▶ _About this exercise_: Write an exact copy of the entries below that leaves out all pictures.

*** Begin section ***

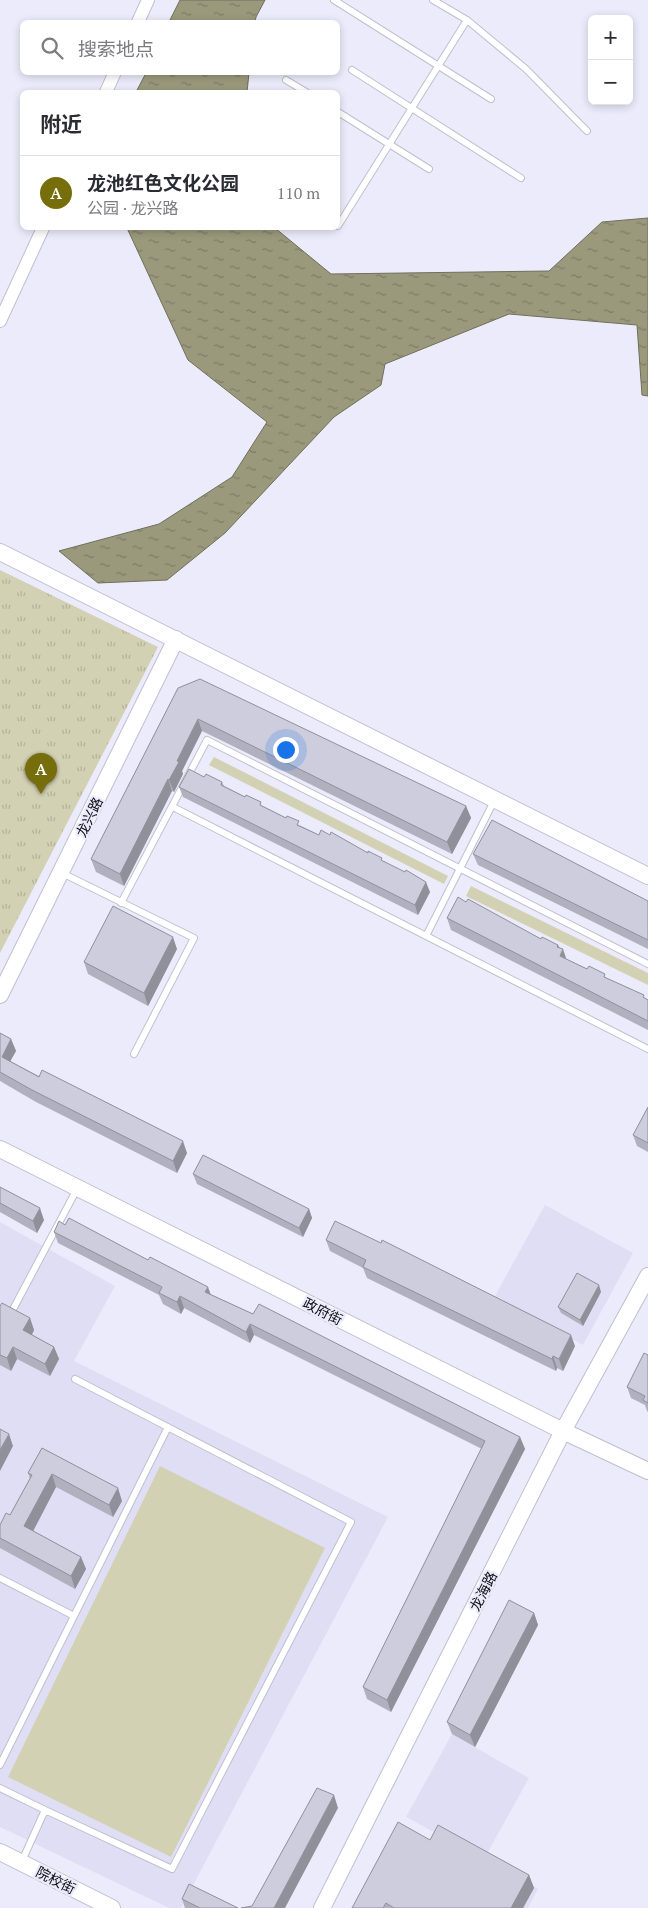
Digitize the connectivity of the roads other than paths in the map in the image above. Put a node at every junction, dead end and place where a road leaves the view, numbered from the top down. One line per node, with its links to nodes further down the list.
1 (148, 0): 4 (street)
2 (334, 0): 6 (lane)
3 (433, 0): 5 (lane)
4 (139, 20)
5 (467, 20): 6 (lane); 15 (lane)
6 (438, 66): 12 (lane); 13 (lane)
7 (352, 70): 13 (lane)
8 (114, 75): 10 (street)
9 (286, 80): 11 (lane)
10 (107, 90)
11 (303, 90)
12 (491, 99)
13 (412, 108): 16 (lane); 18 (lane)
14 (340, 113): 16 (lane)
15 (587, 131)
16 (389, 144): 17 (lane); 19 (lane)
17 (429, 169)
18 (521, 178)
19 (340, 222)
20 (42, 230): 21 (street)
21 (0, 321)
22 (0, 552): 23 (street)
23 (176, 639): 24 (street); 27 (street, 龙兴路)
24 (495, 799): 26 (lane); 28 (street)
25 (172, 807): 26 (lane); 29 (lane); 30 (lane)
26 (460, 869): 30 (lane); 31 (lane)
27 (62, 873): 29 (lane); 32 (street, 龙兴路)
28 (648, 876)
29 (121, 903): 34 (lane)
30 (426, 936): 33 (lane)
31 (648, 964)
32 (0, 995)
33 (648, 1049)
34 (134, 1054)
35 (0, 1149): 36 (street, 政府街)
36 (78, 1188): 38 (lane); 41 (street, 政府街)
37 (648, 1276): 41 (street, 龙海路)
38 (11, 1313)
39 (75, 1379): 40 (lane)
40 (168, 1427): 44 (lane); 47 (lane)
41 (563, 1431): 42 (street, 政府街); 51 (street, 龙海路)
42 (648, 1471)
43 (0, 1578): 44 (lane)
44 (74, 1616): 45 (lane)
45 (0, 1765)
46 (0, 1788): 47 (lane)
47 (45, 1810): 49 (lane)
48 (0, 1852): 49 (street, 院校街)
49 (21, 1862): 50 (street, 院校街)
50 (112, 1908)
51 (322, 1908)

*** End section ***

▶ _Exercise result_:
Digitize the connectivity of the roads other than paths in the map in the image above. Put a node at every junction, dead end and place where a road leaves the view, numbered from the top down. One line per node, with its links to nodes further down the list.
1 (148, 0): 4 (street)
2 (334, 0): 6 (lane)
3 (433, 0): 5 (lane)
4 (139, 20)
5 (467, 20): 6 (lane); 15 (lane)
6 (438, 66): 12 (lane); 13 (lane)
7 (352, 70): 13 (lane)
8 (114, 75): 10 (street)
9 (286, 80): 11 (lane)
10 (107, 90)
11 (303, 90)
12 (491, 99)
13 (412, 108): 16 (lane); 18 (lane)
14 (340, 113): 16 (lane)
15 (587, 131)
16 (389, 144): 17 (lane); 19 (lane)
17 (429, 169)
18 (521, 178)
19 (340, 222)
20 (42, 230): 21 (street)
21 (0, 321)
22 (0, 552): 23 (street)
23 (176, 639): 24 (street); 27 (street, 龙兴路)
24 (495, 799): 26 (lane); 28 (street)
25 (172, 807): 26 (lane); 29 (lane); 30 (lane)
26 (460, 869): 30 (lane); 31 (lane)
27 (62, 873): 29 (lane); 32 (street, 龙兴路)
28 (648, 876)
29 (121, 903): 34 (lane)
30 (426, 936): 33 (lane)
31 (648, 964)
32 (0, 995)
33 (648, 1049)
34 (134, 1054)
35 (0, 1149): 36 (street, 政府街)
36 (78, 1188): 38 (lane); 41 (street, 政府街)
37 (648, 1276): 41 (street, 龙海路)
38 (11, 1313)
39 (75, 1379): 40 (lane)
40 (168, 1427): 44 (lane); 47 (lane)
41 (563, 1431): 42 (street, 政府街); 51 (street, 龙海路)
42 (648, 1471)
43 (0, 1578): 44 (lane)
44 (74, 1616): 45 (lane)
45 (0, 1765)
46 (0, 1788): 47 (lane)
47 (45, 1810): 49 (lane)
48 (0, 1852): 49 (street, 院校街)
49 (21, 1862): 50 (street, 院校街)
50 (112, 1908)
51 (322, 1908)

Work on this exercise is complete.